| Records drawn from a dataset |
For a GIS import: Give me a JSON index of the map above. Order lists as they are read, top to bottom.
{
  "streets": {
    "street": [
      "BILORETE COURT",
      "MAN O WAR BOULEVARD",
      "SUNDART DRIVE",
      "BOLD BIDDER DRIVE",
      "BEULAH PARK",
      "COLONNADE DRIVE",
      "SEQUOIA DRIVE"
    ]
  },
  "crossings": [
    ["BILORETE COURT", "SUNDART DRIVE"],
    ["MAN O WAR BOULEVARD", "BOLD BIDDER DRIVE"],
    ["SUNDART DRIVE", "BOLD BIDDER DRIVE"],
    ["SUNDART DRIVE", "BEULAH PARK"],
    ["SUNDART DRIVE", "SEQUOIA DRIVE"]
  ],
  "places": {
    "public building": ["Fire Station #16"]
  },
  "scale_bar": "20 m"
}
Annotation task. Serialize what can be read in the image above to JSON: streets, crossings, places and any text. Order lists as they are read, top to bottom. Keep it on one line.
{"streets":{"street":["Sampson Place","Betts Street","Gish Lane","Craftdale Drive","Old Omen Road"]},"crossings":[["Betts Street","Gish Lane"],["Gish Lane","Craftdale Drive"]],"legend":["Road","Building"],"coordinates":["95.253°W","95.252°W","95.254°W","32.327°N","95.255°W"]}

| Exercise |
Write out every record verbatim.

| Answer |
For a GIS import: Give me a JSON index of the map above. Order lists as they are read, top to bottom.
{
  "streets": {
    "street": [
      "BILORETE COURT",
      "MAN O WAR BOULEVARD",
      "SUNDART DRIVE",
      "BOLD BIDDER DRIVE",
      "BEULAH PARK",
      "COLONNADE DRIVE",
      "SEQUOIA DRIVE"
    ]
  },
  "crossings": [
    ["BILORETE COURT", "SUNDART DRIVE"],
    ["MAN O WAR BOULEVARD", "BOLD BIDDER DRIVE"],
    ["SUNDART DRIVE", "BOLD BIDDER DRIVE"],
    ["SUNDART DRIVE", "BEULAH PARK"],
    ["SUNDART DRIVE", "SEQUOIA DRIVE"]
  ],
  "places": {
    "public building": ["Fire Station #16"]
  },
  "scale_bar": "20 m"
}
Annotation task. Serialize what can be read in the image above to JSON: streets, crossings, places and any text. Order lists as they are read, top to bottom. Keep it on one line.
{"streets":{"street":["Sampson Place","Betts Street","Gish Lane","Craftdale Drive","Old Omen Road"]},"crossings":[["Betts Street","Gish Lane"],["Gish Lane","Craftdale Drive"]],"legend":["Road","Building"],"coordinates":["95.253°W","95.252°W","95.254°W","32.327°N","95.255°W"]}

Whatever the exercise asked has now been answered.